Accidents and blood money

[ Taba Ajum ]

It is that time of the month when my turn to pen down ‘Monday Musing’ has arrived, and this time the events of the last few months have been an inspiration for me.
As it is the festive season, more accidents are being witnessed in the streets of the capital complex. Some of these are due to drunk driving, some due to negligent driving, and a few due to sheer misfortune.
Whatever may be the reason, the fact remains that an accident is an accident, and nobody does it deliberately. In fact, such is the trauma of being involved in an accident that, whether one is at the receiving end or is the cause of it, it leaves you emotionally distressed for a long time.
Usually, when there is an accident on the road the first thing one does is to ensure that everyone is fine, and after that check who is at fault, and then maybe involve the police, if needed. But in Arunachal, especially in the capital complex, the first thing people do after an accident is call up fellow clan members, and then start intimidating in order to seek hefty fines.
Recently, I was involved in an unfortunate accident. I took the moral responsibility, blaming myself for it, offered sincere apologies, and the matter was sorted out peacefully.
But what shocked me during the course of the negotiation was the outrageous behavior of some of the members of the victim’s family and friends. One of the relatives even told me, “Aapko mera behen ka pura lifetime ka risk lena parega.” I too had been injured and my vehicle was also severely damaged. I wondered how I could take the responsibility for another person’s entire life when I couldn’t be sure whether I myself would be alive the next day.
Thankfully, better sense prevailed with the intervention of a few learned elders, who played a crucial role in bringing an amicable solution to the whole issue.
What I wish people to learn from these experiences is that an accident should be treated as an unfortunate tragic incident and no one should use it to bully or intimidate others, or see it as an opportunity to fleece money. You may get a new vehicle or a lot of money from it, but the person paying it does so with a lot of bitterness, especially if they are made to pay by using intimidating tactics. Especially for the middle class people, paying a hefty amount as fine leaves behind a trail of emotional stress.

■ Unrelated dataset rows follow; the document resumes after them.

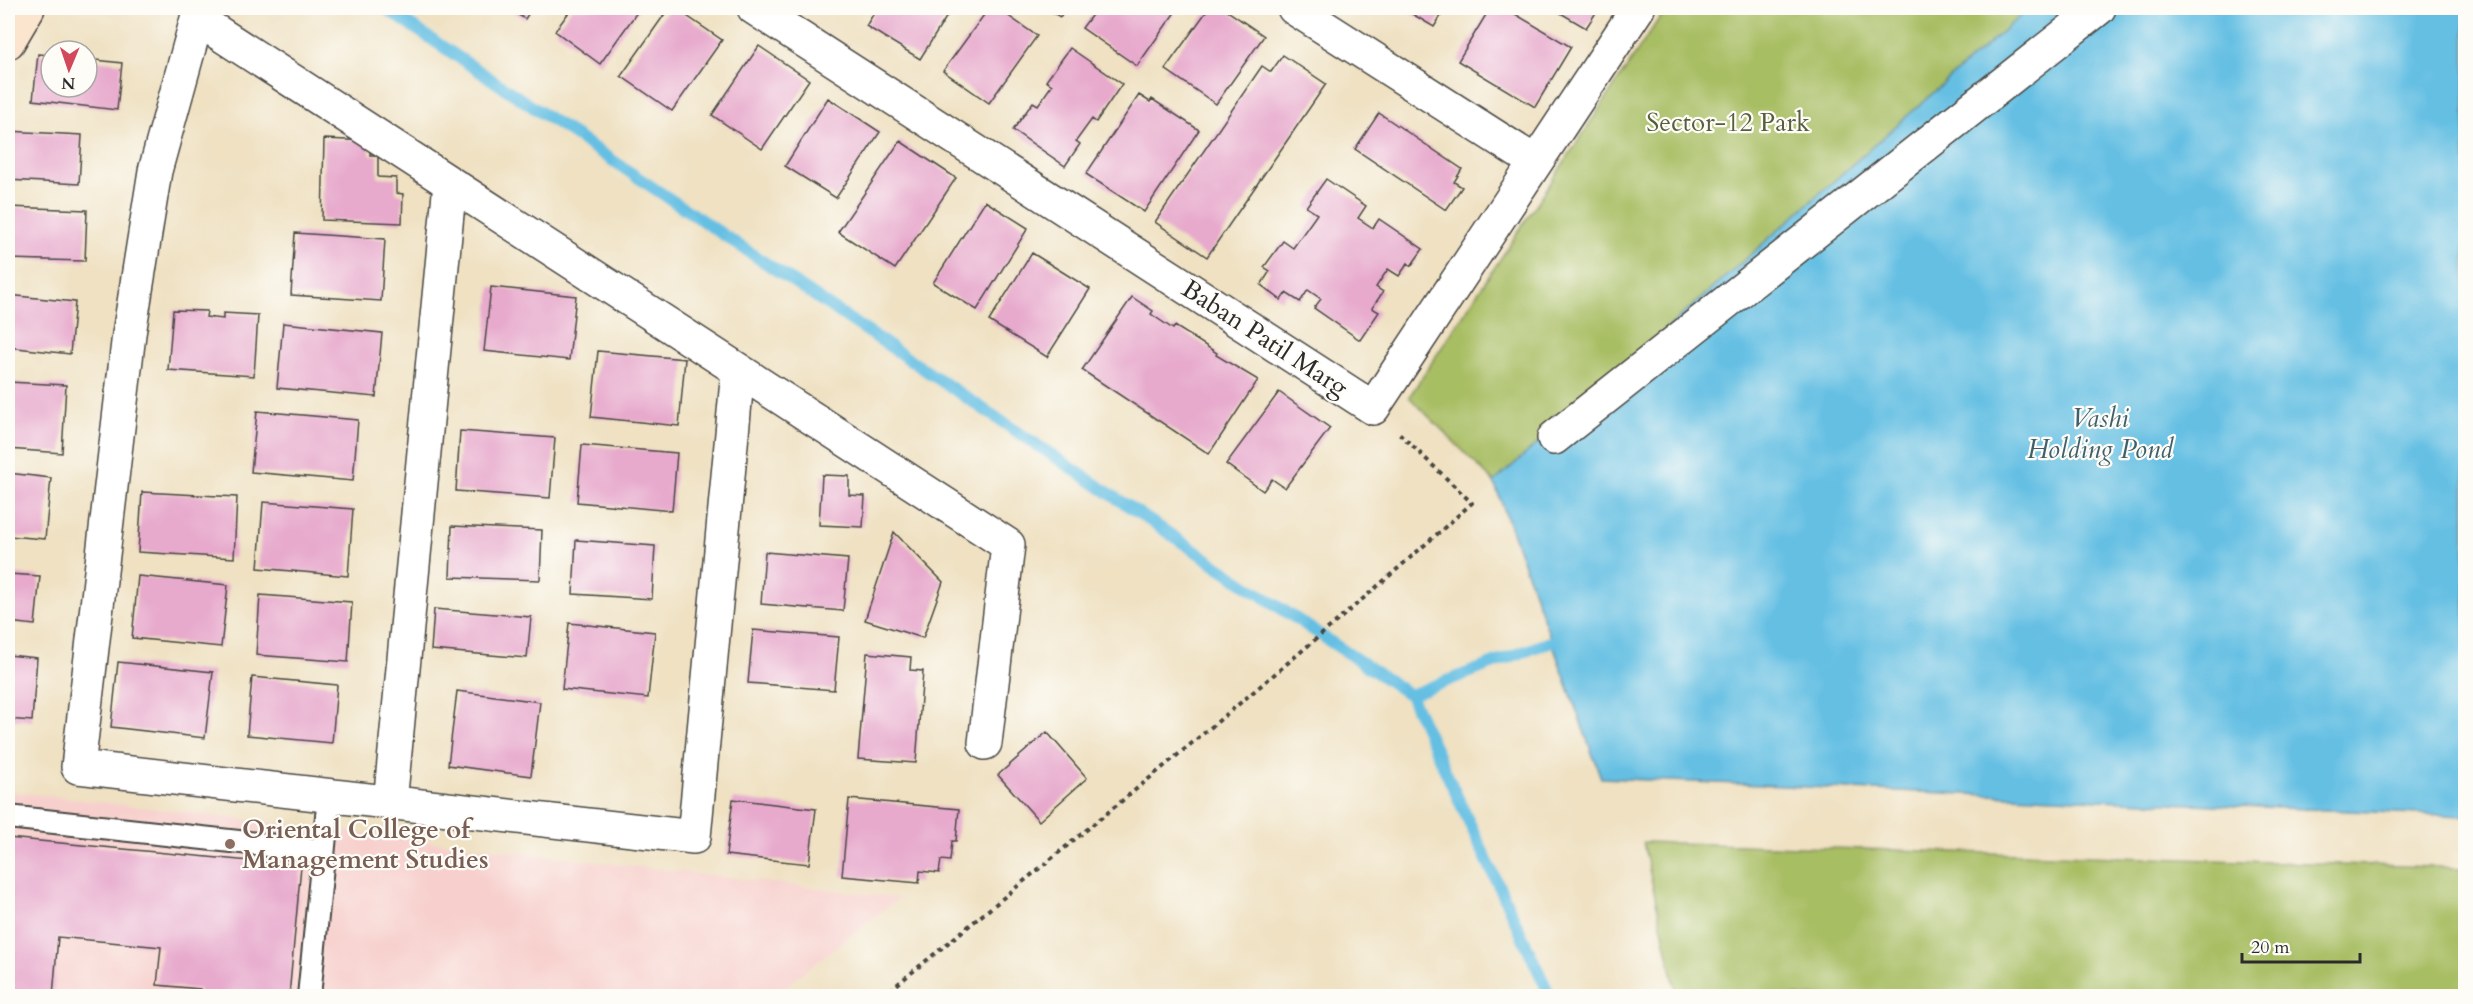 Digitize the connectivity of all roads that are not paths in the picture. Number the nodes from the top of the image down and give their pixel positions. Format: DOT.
graph roads {
  1 [pos="28,8"];
  2 [pos="754,8"];
  3 [pos="1294,8"];
  4 [pos="1638,8"];
  5 [pos="2099,8"];
  6 [pos="200,13"];
  7 [pos="8,42"];
  8 [pos="1535,162"];
  9 [pos="450,183"];
  10 [pos="738,370"];
  11 [pos="1554,438"];
  12 [pos="985,743"];
  13 [pos="329,796"];
  14 [pos="390,802"];
  15 [pos="8,818"];
  16 [pos="323,851"];
  17 [pos="309,996"];
  1 -- 7 [label="main road"];
  2 -- 8 [label="street, Baban Patil Marg"];
  3 -- 8 [label="street"];
  4 -- 8 [label="street, Baban Patil Marg"];
  5 -- 11 [label="street"];
  6 -- 9 [label="street"];
  6 -- 13 [label="street"];
  9 -- 10 [label="street"];
  9 -- 14 [label="street"];
  10 -- 12 [label="street"];
  10 -- 14 [label="street"];
  13 -- 14 [label="street"];
  13 -- 16 [label="lane"];
  15 -- 16 [label="lane"];
  16 -- 17 [label="lane"];
}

In Arunachal we call it the ‘fine system’, but in the rest of the world, taking money for an accident is known as ‘blood money’, and is considered a sin. This ‘fine’ culture has severely damaged the reputation of the state, particularly that of Itanagar and the adjoining capital region.
In fact, vehicles coming from Assam and other parts of the state dread to enter the capital. The community-based organizations should concentrate on eradicating such kinds of social evils from the society.
Another thing which the Arunachalee society definitely needs to get rid of is the worshipping of goons as heroes. Here the law abiding citizens are treated as weak and those who break the laws are portrayed as some kind of heroes. If this trend continues, the young generation would prefer to be goons rather than good citizens. Protection given to antisocial elements by clan and community members should be put to an end.
Remember, Osama Bin Laden was also once considered a good terrorist and was backed by America just to check the Soviet Union (now Russia); but he came back to haunt them. Who knows who will be at the receiving end of these antisocial elements?